How do you use costumes to affect what people can do in a Rec Room custom room?
Solution 1:
To affect what people can pickup, you can use roles. Create a role in the room by placing down a new "Role" chip. Hit configure on that chip, give it a good name, and then edit the role. You'll be presented with a variety of options. You can allow this role to fly, adjust voice roll-off, change walk speed or teleport distance, etc. For affecting what weapons they can pickup, you should use the pickup restrictions. Simply add the object tag of the weapon you'd like them to pickup, and configure the weapon to also have that tag, then set it to "Allow Tags". Once you do that, players with that role will only be able to pickup objects with that tag. It might be worth configuring the "Everyone" role to a "Restrict All" pickup restriction. This will make it so that nobody without that role will be able to pickup the weapon.
Once you've setup your roles, you'll need a way to add and remove them. Costumes have a red pin on them that is visible when circuits are visible. The red pin outputs a -1 when there are no players wearing it. If someone is wearing the costume, then the red pin outputs the Player ID of the one wearing it. You can use that pin to do what you're describing. There are two ways that you can achieve this depending on what constraints you're able to meet.

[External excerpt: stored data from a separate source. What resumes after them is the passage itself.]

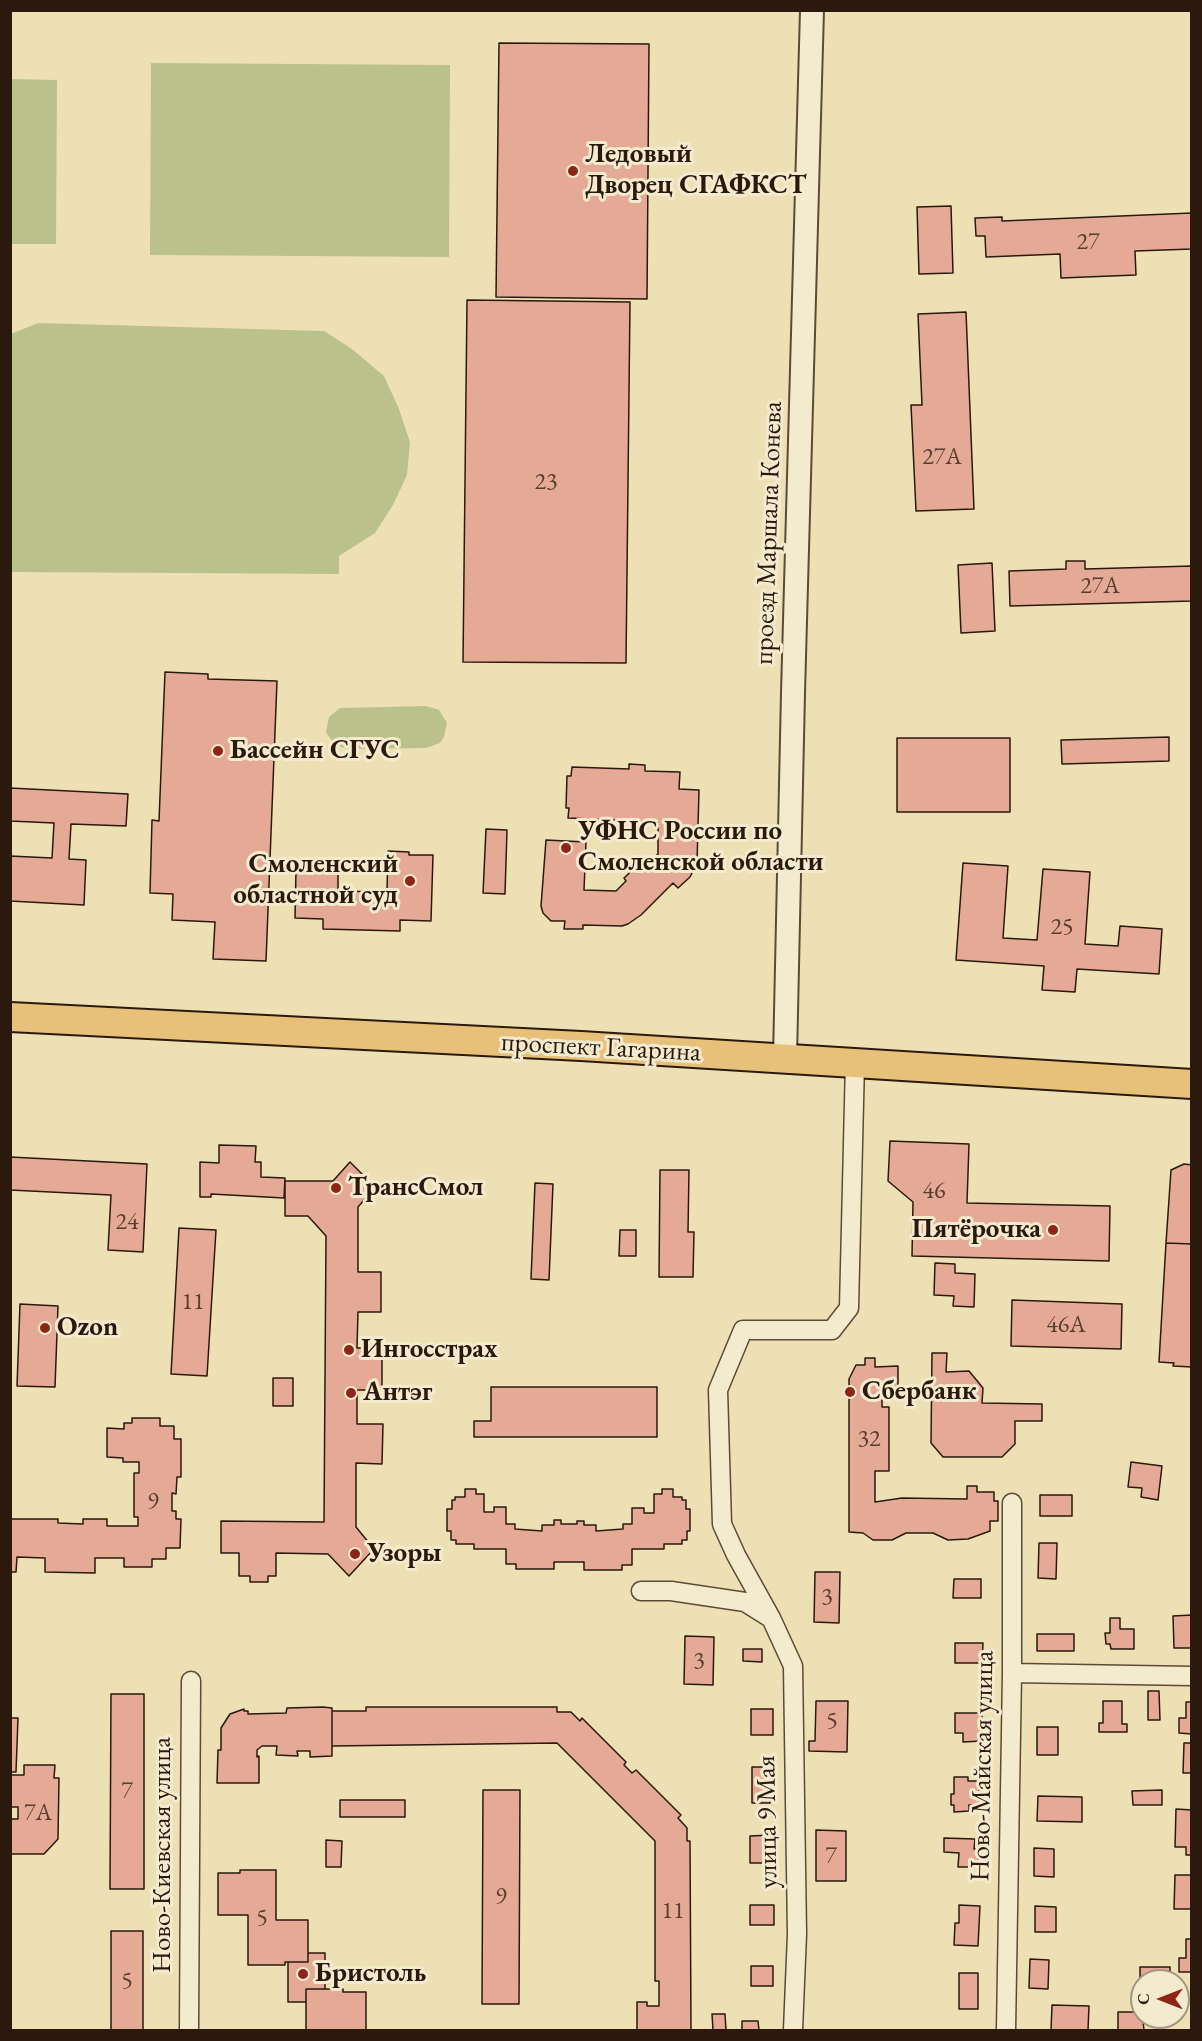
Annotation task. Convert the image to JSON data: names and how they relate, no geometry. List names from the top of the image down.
{
  "streets": {
    "main road": ["проспект Гагарина"],
    "street": [
      "проезд Маршала Конева",
      "Ново-Майская улица",
      "улица 9 Мая",
      "Ново-Киевская улица"
    ]
  },
  "crossings": [
    ["проезд Маршала Конева", "проспект Гагарина"],
    ["проспект Гагарина", "улица 9 Мая"]
  ],
  "places": [
    "Ледовый Дворец СГАФКСТ",
    "Бассейн СГУС",
    "УФНС России по Смоленской области",
    "Смоленский областной суд",
    "ТрансСмол",
    "Пятёрочка",
    "Ozon",
    "Ингосстрах",
    "Сбербанк",
    "Антэг",
    "Узоры",
    "Бристоль"
  ],
  "house_numbers": [
    "27",
    "27А",
    "23",
    "27А",
    "25",
    "46",
    "24",
    "11",
    "46А",
    "32",
    "9",
    "3",
    "3",
    "5",
    "7",
    "7А",
    "7",
    "9",
    "11",
    "5",
    "5"
  ],
  "north": "left"
}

Multiple players may have the role at the same time
When multiple players can have the role at the same time, you need to have a system that remembers the previous wearer and removes the role directly from them. The following circuit is the minimal way to do that with the fewest chips.
In the photo, the role-mapper chip on top is set to add a role, and the role-mapper chip on the bottom is set to remove that role. Putting on the costume will give the wearer the role and when the take off the costume it will remove that role.
The role is unique and only one player can have it at a time.
If only one player in the whole room can have a certain role at a given time, then the circuit can be reduced further. The following diagram shows one way to achieve this:
In this circuit, the role-mapper chip at the top is configured to add a role and the role-mapper chip at the bottom is configured to remove that role.
If you're struggling for ink in your room and wish to pack a lot of these into a circuit board, you may desire a circuit with fewer than 3 connections to the costume. The following circuit needs only one connection to the costume but takes 2 ticks to fully reach the desired outcome.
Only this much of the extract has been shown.